REQUIREMENT:
Output all records verbatim.

DATA FOR THIS EXERCISE:
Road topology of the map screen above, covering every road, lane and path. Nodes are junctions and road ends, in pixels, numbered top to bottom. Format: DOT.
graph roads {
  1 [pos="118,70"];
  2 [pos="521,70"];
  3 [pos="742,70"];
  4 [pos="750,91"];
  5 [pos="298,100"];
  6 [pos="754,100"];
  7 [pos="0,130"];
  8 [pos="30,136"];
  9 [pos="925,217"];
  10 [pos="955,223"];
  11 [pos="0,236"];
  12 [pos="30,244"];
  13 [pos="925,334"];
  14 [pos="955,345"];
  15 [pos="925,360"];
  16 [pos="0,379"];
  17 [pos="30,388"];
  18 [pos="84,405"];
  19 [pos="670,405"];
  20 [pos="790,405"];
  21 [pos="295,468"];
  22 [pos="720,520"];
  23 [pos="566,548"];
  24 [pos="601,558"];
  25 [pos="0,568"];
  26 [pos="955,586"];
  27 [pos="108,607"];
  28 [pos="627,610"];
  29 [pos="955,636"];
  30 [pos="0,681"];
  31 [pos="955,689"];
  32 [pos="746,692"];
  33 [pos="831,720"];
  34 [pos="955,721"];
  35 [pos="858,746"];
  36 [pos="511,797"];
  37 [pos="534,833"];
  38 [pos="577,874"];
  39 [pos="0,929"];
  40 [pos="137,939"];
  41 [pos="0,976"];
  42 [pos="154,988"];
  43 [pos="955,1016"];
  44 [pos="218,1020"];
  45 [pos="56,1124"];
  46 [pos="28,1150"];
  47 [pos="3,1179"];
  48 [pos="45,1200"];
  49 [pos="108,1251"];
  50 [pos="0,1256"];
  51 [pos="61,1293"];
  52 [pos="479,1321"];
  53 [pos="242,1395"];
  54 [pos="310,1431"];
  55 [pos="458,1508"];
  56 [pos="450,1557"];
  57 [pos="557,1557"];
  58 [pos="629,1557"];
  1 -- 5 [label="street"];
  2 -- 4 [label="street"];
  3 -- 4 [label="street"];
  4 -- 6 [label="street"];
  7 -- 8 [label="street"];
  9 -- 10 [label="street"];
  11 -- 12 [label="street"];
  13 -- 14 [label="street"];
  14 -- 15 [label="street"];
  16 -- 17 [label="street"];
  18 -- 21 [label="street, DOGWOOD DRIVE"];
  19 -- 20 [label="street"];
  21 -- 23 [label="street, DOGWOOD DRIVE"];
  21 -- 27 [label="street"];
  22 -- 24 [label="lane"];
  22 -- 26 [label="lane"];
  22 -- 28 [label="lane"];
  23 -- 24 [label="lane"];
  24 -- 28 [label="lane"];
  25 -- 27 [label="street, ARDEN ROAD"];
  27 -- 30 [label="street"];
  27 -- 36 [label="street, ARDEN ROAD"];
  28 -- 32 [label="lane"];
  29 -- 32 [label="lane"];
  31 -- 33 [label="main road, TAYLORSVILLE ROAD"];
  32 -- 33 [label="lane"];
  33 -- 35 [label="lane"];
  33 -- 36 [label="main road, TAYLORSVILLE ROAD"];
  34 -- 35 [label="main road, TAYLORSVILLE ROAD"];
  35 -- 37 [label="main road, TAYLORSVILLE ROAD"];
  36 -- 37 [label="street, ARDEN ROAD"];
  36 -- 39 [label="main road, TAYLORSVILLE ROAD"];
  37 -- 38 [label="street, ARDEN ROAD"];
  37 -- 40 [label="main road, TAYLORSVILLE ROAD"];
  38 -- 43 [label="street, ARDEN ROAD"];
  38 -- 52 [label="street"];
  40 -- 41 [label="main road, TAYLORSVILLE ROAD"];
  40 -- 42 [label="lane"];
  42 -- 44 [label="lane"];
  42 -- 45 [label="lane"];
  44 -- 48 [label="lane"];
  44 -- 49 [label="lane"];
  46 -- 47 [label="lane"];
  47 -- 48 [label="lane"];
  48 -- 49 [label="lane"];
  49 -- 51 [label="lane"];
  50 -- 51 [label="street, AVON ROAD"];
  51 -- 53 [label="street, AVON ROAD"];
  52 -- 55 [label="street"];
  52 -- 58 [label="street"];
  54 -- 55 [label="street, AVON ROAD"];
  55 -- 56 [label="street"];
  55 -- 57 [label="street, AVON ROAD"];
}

FINISHED EXERCISE:
Road topology of the map screen above, covering every road, lane and path. Nodes are junctions and road ends, in pixels, numbered top to bottom. Format: DOT.
graph roads {
  1 [pos="118,70"];
  2 [pos="521,70"];
  3 [pos="742,70"];
  4 [pos="750,91"];
  5 [pos="298,100"];
  6 [pos="754,100"];
  7 [pos="0,130"];
  8 [pos="30,136"];
  9 [pos="925,217"];
  10 [pos="955,223"];
  11 [pos="0,236"];
  12 [pos="30,244"];
  13 [pos="925,334"];
  14 [pos="955,345"];
  15 [pos="925,360"];
  16 [pos="0,379"];
  17 [pos="30,388"];
  18 [pos="84,405"];
  19 [pos="670,405"];
  20 [pos="790,405"];
  21 [pos="295,468"];
  22 [pos="720,520"];
  23 [pos="566,548"];
  24 [pos="601,558"];
  25 [pos="0,568"];
  26 [pos="955,586"];
  27 [pos="108,607"];
  28 [pos="627,610"];
  29 [pos="955,636"];
  30 [pos="0,681"];
  31 [pos="955,689"];
  32 [pos="746,692"];
  33 [pos="831,720"];
  34 [pos="955,721"];
  35 [pos="858,746"];
  36 [pos="511,797"];
  37 [pos="534,833"];
  38 [pos="577,874"];
  39 [pos="0,929"];
  40 [pos="137,939"];
  41 [pos="0,976"];
  42 [pos="154,988"];
  43 [pos="955,1016"];
  44 [pos="218,1020"];
  45 [pos="56,1124"];
  46 [pos="28,1150"];
  47 [pos="3,1179"];
  48 [pos="45,1200"];
  49 [pos="108,1251"];
  50 [pos="0,1256"];
  51 [pos="61,1293"];
  52 [pos="479,1321"];
  53 [pos="242,1395"];
  54 [pos="310,1431"];
  55 [pos="458,1508"];
  56 [pos="450,1557"];
  57 [pos="557,1557"];
  58 [pos="629,1557"];
  1 -- 5 [label="street"];
  2 -- 4 [label="street"];
  3 -- 4 [label="street"];
  4 -- 6 [label="street"];
  7 -- 8 [label="street"];
  9 -- 10 [label="street"];
  11 -- 12 [label="street"];
  13 -- 14 [label="street"];
  14 -- 15 [label="street"];
  16 -- 17 [label="street"];
  18 -- 21 [label="street, DOGWOOD DRIVE"];
  19 -- 20 [label="street"];
  21 -- 23 [label="street, DOGWOOD DRIVE"];
  21 -- 27 [label="street"];
  22 -- 24 [label="lane"];
  22 -- 26 [label="lane"];
  22 -- 28 [label="lane"];
  23 -- 24 [label="lane"];
  24 -- 28 [label="lane"];
  25 -- 27 [label="street, ARDEN ROAD"];
  27 -- 30 [label="street"];
  27 -- 36 [label="street, ARDEN ROAD"];
  28 -- 32 [label="lane"];
  29 -- 32 [label="lane"];
  31 -- 33 [label="main road, TAYLORSVILLE ROAD"];
  32 -- 33 [label="lane"];
  33 -- 35 [label="lane"];
  33 -- 36 [label="main road, TAYLORSVILLE ROAD"];
  34 -- 35 [label="main road, TAYLORSVILLE ROAD"];
  35 -- 37 [label="main road, TAYLORSVILLE ROAD"];
  36 -- 37 [label="street, ARDEN ROAD"];
  36 -- 39 [label="main road, TAYLORSVILLE ROAD"];
  37 -- 38 [label="street, ARDEN ROAD"];
  37 -- 40 [label="main road, TAYLORSVILLE ROAD"];
  38 -- 43 [label="street, ARDEN ROAD"];
  38 -- 52 [label="street"];
  40 -- 41 [label="main road, TAYLORSVILLE ROAD"];
  40 -- 42 [label="lane"];
  42 -- 44 [label="lane"];
  42 -- 45 [label="lane"];
  44 -- 48 [label="lane"];
  44 -- 49 [label="lane"];
  46 -- 47 [label="lane"];
  47 -- 48 [label="lane"];
  48 -- 49 [label="lane"];
  49 -- 51 [label="lane"];
  50 -- 51 [label="street, AVON ROAD"];
  51 -- 53 [label="street, AVON ROAD"];
  52 -- 55 [label="street"];
  52 -- 58 [label="street"];
  54 -- 55 [label="street, AVON ROAD"];
  55 -- 56 [label="street"];
  55 -- 57 [label="street, AVON ROAD"];
}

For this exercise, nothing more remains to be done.